George A. Fuller Co. v. Otis Elevator Co.
Headline: Court allows contractor to pursue indemnity against elevator company, holding prior judgment did not bar inquiry into which employer controlled the worker at time of injury.
Holding: The Court held that the earlier judgment did not prevent the contractor from suing for indemnity because the first case did not decide whether the elevator company retained control of the worker at the time of the accident.
- Keeps indemnity lawsuits alive when prior judgments did not resolve control facts.
- Allows contractors to seek repayment from equipment suppliers who retained control.

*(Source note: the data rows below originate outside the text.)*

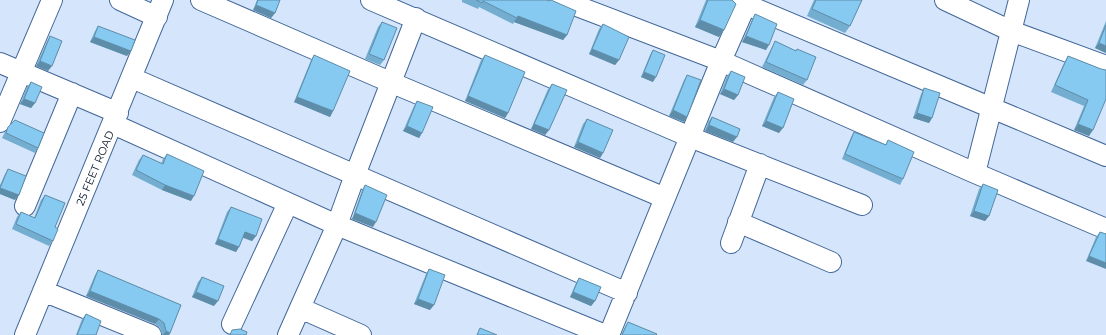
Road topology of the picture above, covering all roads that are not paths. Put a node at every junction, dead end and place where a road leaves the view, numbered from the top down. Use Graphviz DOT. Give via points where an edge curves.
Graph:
graph roads {
  1 [pos="52,0"];
  2 [pos="120,0"];
  3 [pos="201,0"];
  4 [pos="371,0"];
  5 [pos="561,0"];
  6 [pos="945,0"];
  7 [pos="1019,0"];
  8 [pos="743,2"];
  9 [pos="603,7"];
  10 [pos="160,8"];
  11 [pos="416,18"];
  12 [pos="1011,31"];
  13 [pos="721,61"];
  14 [pos="0,63"];
  15 [pos="1106,66"];
  16 [pos="21,72"];
  17 [pos="132,78"];
  18 [pos="390,82"];
  19 [pos="72,93"];
  20 [pos="991,108"];
  21 [pos="115,118"];
  22 [pos="0,122"];
  23 [pos="690,137"];
  24 [pos="1106,156"];
  25 [pos="760,164"];
  26 [pos="975,173"];
  27 [pos="355,174"];
  28 [pos="665,198"];
  29 [pos="288,203"];
  30 [pos="862,205"];
  31 [pos="25,206"];
  32 [pos="738,222"];
  33 [pos="337,225"];
  34 [pos="1106,229"];
  35 [pos="731,243"];
  36 [pos="831,262"];
  37 [pos="43,291"];
  38 [pos="627,293"];
  39 [pos="300,308"];
  40 [pos="232,324"];
  41 [pos="25,335"];
  42 [pos="152,335"];
  43 [pos="288,335"];
  44 [pos="361,335"];
  45 [pos="605,335"];
  46 [pos="609,335"];
  1 -- 16 [label="street"];
  2 -- 10 [label="street"];
  3 -- 18 [label="street"];
  4 -- 11 [label="street"];
  5 -- 9 [label="street"];
  6 -- 12 [label="street"];
  7 -- 12 [label="street"];
  8 -- 13 [label="street"];
  8 -- 20 [label="street"];
  9 -- 13 [label="street"];
  10 -- 17 [label="street, 25 FEET ROAD"];
  11 -- 18 [label="street"];
  11 -- 23 [label="street"];
  12 -- 15 [label="street"];
  12 -- 20 [label="street"];
  13 -- 23 [label="street"];
  13 -- 26 [label="street"];
  14 -- 16 [label="street"];
  16 -- 19 [label="street"];
  16 -- 22 [label="street"];
  17 -- 21 [label="street, 25 FEET ROAD"];
  17 -- 27 [label="street"];
  18 -- 27 [label="street"];
  18 -- 28 [label="street"];
  19 -- 21 [label="street"];
  19 -- 31 [label="street"];
  20 -- 24 [label="street"];
  20 -- 26 [label="street"];
  21 -- 29 [label="street"];
  21 -- 37 [label="street, 25 FEET ROAD"];
  23 -- 25 [label="street"];
  23 -- 28 [label="street"];
  25 -- 30 [label="street"];
  25 -- 32 [label="street"];
  26 -- 34 [label="street"];
  27 -- 33 [label="street"];
  27 -- 38 [label="street"];
  28 -- 38 [label="street"];
  29 -- 33 [label="street"];
  29 -- 40 [label="street"];
  32 -- 35 [label="street"];
  32 -- 36 [label="street"];
  33 -- 39 [label="street"];
  33 -- 45 [label="street"];
  37 -- 41 [label="street, 25 FEET ROAD"];
  37 -- 42 [label="street"];
  38 -- 46 [label="street"];
  39 -- 43 [label="street"];
  39 -- 44 [label="street"];
}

- Limits the blocking effect of earlier verdicts when the present case adds factual details.
Summary
Background
A contractor who built an office building (the petitioner) faced a judgment after a worker named McCloskey was hurt on an elevator. McCloskey had been at work for a painting subcontractor when Locke, the elevator attendant, injured him. The elevator company had installed the elevators and provided Locke under an arrangement with the contractor, and an earlier case had left the contractor responsible as between it and the painting subcontractor.
Reasoning
The central question was whether the earlier litigation prevented the contractor from seeking repayment (indemnity) from the elevator company by deciding who was the worker’s employer at the time of the accident. The Court explained that the earlier judgment did not resolve whether the elevator company had retained control of Locke, and that the prior proceedings did not bar a new jury from weighing the facts in this case. The Court noted that the elevator company had been dismissed before the contractor’s evidence was heard in the prior suit, and that the earlier decision only fixed responsibility between the contractor and the subcontractor. Because the present case included additional factual details, it could not be decided as a matter of law that the elevator company lacked primary liability.
Real world impact
The Court reversed the lower court’s decision that had blocked the contractor’s claim and allowed the indemnity suit to proceed. Practically, this means a contractor can try to recover from a supplier or service company if it can show that company retained control over the worker who caused an injury. The ruling focuses on what the evidence actually shows about control rather than ending such claims on procedural grounds.